Extracted records:
###

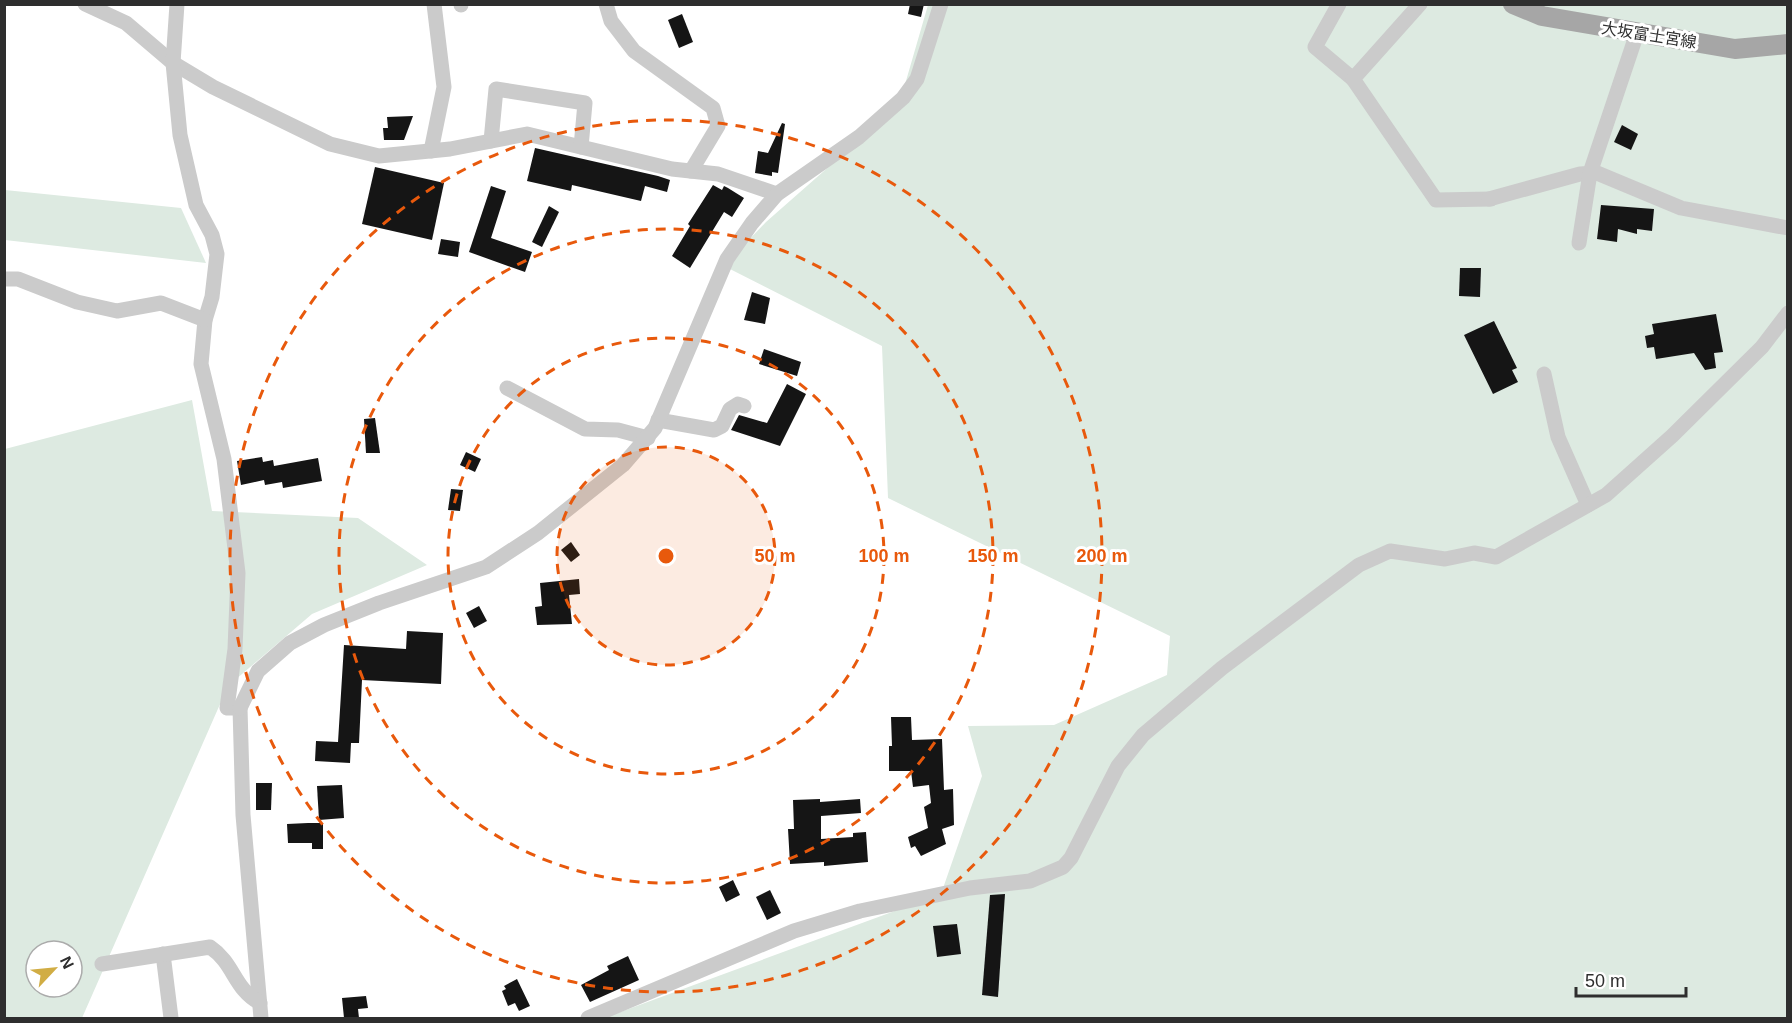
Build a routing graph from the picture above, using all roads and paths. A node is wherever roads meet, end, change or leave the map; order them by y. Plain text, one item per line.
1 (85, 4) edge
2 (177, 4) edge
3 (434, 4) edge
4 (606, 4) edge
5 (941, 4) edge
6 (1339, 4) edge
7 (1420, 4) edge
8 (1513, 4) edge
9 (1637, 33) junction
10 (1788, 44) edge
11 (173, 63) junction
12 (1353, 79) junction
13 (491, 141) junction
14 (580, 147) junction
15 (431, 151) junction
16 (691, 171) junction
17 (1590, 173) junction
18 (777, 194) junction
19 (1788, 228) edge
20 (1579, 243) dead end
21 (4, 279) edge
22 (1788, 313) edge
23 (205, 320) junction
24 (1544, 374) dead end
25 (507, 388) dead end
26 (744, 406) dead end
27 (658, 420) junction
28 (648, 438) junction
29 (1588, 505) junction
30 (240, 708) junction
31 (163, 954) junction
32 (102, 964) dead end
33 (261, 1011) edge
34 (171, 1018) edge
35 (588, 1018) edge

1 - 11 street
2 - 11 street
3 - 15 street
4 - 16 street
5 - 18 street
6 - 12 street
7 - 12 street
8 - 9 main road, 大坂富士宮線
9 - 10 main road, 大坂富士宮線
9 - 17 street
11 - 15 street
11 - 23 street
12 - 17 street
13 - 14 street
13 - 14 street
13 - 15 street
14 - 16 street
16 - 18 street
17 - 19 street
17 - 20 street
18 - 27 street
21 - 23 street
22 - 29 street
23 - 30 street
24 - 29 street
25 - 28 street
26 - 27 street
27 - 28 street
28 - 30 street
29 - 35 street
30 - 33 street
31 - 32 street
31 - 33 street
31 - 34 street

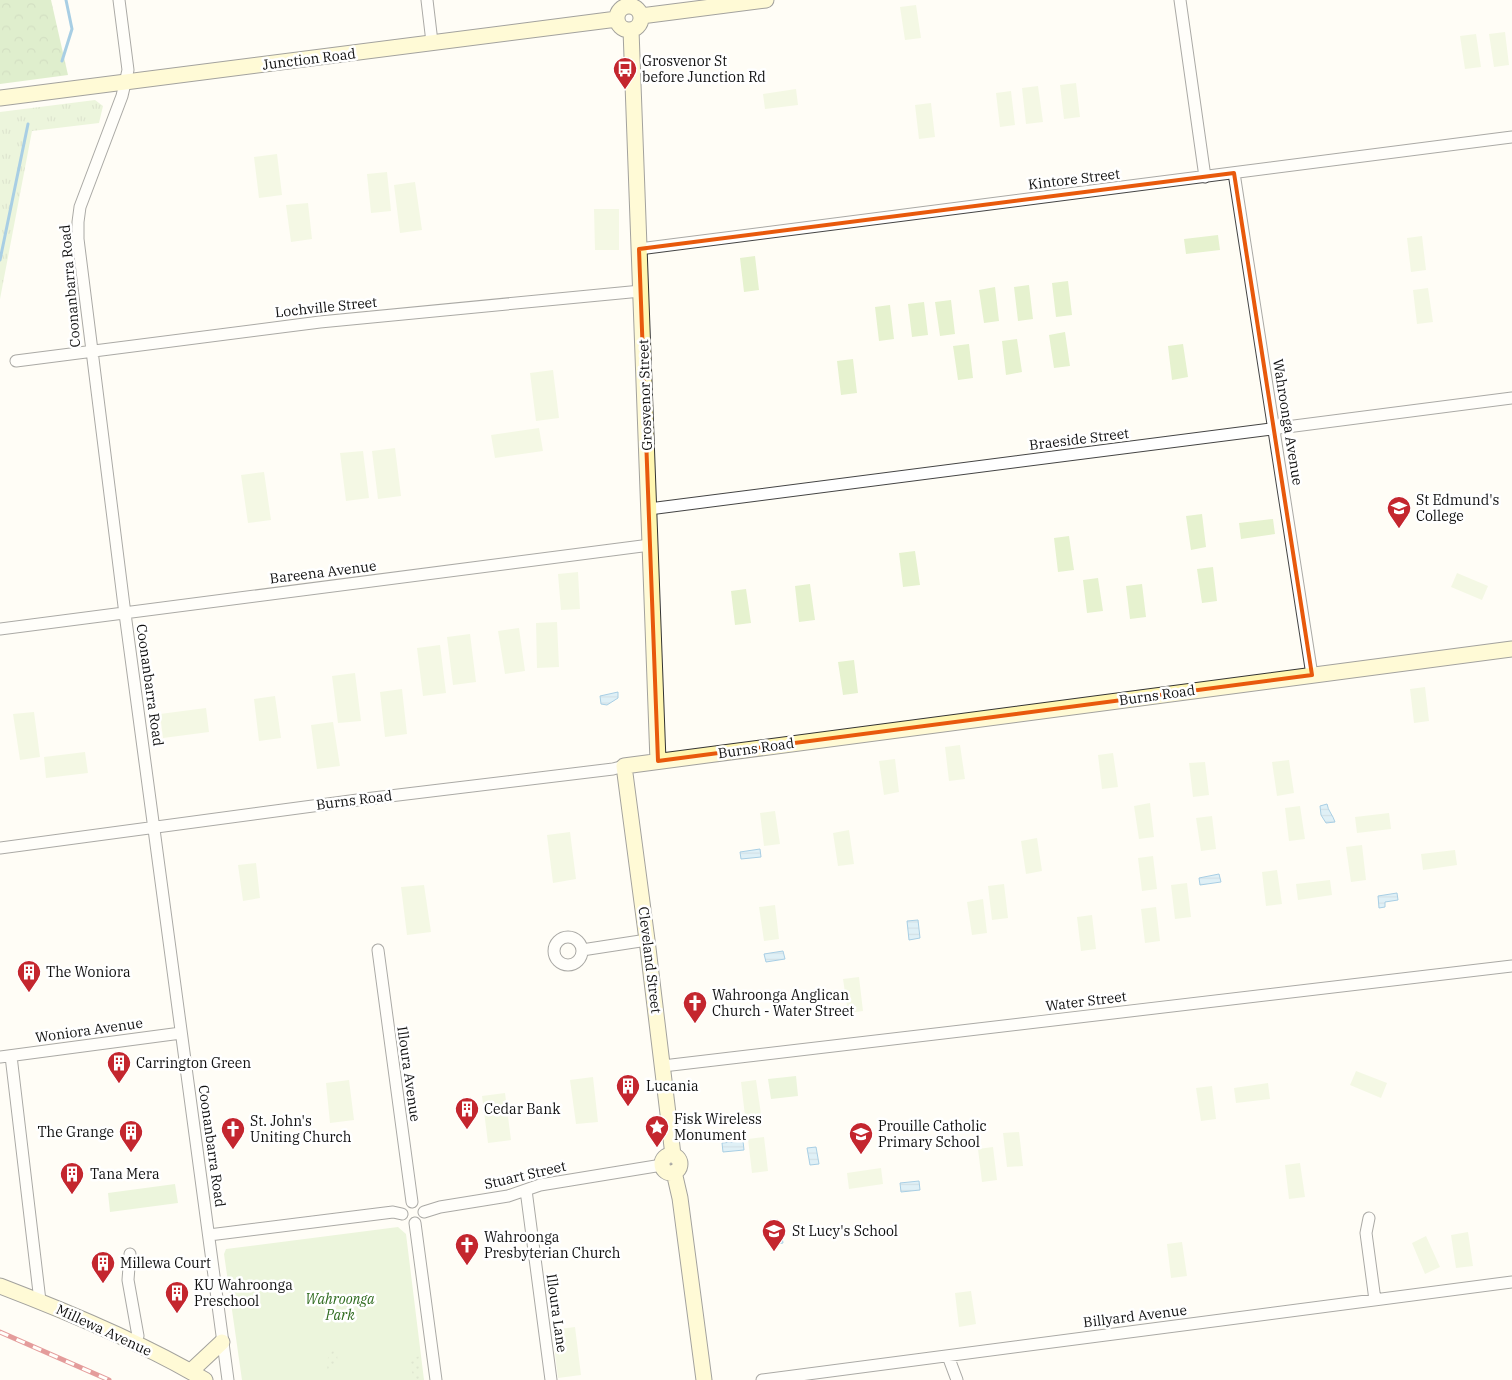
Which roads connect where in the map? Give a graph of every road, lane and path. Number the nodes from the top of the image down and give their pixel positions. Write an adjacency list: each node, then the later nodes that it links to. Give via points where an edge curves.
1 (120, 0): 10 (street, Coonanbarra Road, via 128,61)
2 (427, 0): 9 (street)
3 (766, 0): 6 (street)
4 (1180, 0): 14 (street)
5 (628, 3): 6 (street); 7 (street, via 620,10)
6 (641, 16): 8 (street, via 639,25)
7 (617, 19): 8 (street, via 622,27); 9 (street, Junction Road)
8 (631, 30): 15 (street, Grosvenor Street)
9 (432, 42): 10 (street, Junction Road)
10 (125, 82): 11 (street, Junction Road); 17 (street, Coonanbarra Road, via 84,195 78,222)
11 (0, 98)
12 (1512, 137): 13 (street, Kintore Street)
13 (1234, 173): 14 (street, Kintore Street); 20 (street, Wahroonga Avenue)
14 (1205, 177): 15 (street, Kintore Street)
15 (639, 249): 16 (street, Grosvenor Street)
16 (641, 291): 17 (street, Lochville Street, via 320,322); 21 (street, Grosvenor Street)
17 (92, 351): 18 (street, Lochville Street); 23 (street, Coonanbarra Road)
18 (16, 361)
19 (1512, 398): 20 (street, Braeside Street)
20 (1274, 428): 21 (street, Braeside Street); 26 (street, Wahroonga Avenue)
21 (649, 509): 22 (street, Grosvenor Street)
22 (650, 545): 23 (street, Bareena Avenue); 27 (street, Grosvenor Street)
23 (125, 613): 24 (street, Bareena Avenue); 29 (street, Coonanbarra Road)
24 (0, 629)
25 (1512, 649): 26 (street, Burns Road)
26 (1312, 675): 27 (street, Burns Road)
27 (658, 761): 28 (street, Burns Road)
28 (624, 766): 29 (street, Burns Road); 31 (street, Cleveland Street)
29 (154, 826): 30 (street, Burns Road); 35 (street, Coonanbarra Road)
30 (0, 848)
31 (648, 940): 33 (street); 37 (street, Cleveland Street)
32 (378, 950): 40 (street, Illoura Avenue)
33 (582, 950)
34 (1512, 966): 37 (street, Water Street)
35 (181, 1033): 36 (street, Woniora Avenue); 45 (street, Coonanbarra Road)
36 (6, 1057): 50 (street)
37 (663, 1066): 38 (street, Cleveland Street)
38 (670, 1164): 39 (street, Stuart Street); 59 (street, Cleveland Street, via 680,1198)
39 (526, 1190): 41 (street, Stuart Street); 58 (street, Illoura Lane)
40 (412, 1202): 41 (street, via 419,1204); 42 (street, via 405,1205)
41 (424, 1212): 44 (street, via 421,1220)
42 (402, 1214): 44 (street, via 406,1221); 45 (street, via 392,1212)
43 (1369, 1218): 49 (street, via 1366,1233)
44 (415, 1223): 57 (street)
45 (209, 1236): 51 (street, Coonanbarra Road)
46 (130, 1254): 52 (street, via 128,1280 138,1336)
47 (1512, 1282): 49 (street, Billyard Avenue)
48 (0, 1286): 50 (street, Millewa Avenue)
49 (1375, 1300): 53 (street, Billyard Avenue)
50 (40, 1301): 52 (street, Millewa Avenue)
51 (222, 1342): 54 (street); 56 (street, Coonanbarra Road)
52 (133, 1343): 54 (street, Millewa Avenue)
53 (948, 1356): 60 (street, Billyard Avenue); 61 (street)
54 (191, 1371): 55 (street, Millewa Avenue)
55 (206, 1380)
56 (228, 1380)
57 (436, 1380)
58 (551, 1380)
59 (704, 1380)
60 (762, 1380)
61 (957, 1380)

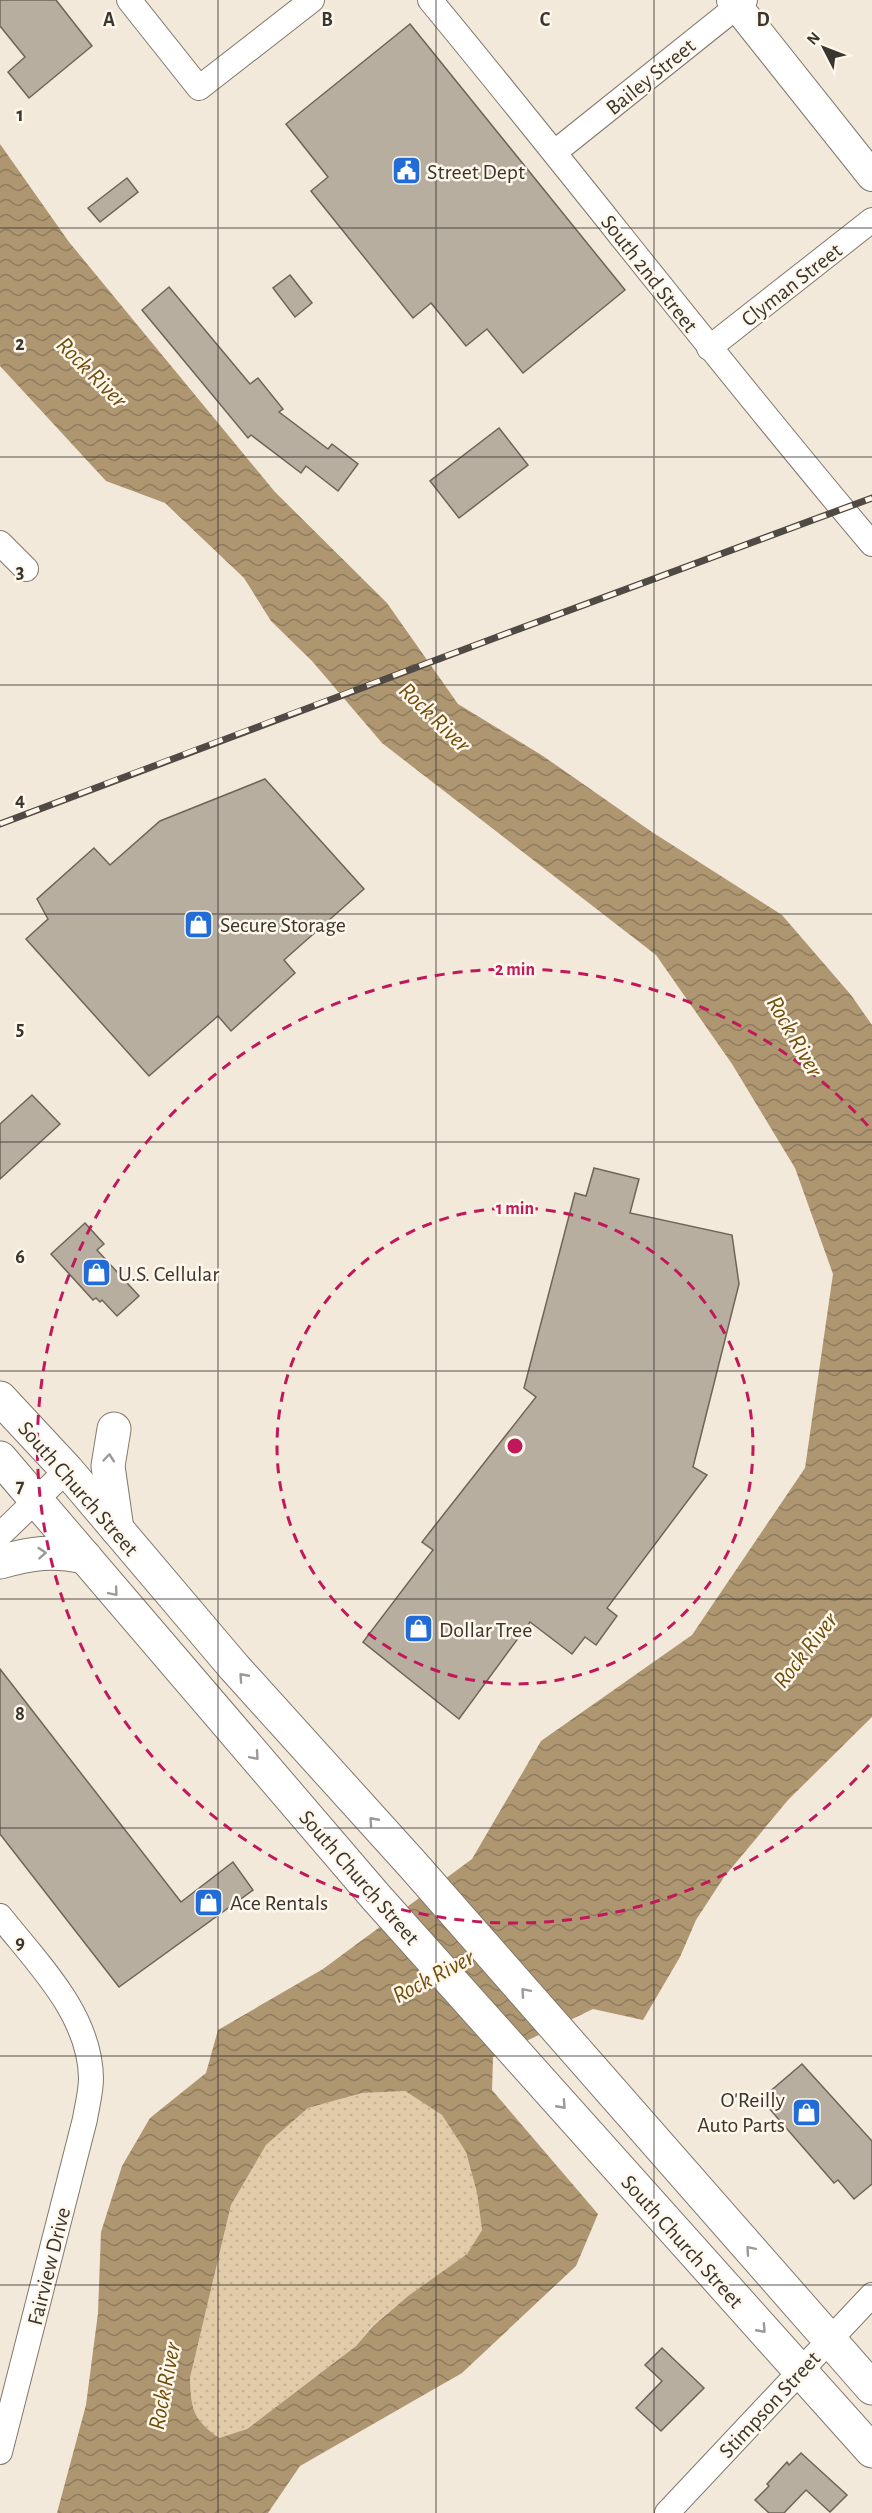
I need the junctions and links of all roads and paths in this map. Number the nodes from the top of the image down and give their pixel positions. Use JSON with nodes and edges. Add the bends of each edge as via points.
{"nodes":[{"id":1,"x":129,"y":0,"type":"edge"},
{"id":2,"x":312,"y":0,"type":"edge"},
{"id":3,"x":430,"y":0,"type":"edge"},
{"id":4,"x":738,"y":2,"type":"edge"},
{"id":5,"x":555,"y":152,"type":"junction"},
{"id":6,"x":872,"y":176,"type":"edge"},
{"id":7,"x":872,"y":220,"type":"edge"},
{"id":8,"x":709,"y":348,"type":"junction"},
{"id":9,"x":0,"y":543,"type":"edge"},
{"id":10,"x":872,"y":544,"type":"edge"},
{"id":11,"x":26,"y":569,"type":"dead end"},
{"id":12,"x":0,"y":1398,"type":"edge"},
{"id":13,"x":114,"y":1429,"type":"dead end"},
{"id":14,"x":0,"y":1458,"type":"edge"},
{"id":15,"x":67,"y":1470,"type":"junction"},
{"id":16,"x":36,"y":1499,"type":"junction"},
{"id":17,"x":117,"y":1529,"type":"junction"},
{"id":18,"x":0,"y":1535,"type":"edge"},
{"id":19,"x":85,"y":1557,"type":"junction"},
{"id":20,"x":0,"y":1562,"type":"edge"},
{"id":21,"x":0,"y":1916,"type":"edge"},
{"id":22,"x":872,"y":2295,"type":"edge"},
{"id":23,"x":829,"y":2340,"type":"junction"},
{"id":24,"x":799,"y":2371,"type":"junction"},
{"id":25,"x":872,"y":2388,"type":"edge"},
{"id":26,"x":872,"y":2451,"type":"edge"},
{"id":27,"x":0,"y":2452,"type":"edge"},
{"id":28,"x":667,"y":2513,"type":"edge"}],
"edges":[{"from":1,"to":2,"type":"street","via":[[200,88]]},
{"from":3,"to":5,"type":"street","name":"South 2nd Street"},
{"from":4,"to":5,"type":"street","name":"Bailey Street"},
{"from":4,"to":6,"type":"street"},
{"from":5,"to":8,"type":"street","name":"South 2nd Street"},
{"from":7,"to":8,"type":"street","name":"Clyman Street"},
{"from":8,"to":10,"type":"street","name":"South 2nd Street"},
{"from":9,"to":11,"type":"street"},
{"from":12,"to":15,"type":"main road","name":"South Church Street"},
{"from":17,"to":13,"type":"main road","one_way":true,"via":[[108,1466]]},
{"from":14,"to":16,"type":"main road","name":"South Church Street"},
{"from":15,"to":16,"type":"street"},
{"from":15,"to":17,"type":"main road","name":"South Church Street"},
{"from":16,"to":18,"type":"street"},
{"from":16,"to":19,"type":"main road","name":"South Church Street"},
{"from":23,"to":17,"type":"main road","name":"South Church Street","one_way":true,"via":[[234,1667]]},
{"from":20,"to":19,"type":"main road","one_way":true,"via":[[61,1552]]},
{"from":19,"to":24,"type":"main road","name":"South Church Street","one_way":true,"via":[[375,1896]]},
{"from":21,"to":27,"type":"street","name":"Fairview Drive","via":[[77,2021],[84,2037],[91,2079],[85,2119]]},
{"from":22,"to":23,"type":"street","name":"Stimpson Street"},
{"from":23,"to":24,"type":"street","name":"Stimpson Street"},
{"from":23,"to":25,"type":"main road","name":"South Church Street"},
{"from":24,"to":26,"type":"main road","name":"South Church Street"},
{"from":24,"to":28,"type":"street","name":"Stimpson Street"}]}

###

Work request:
Find how many lines above include "down", then write only that count.

Answer box:
2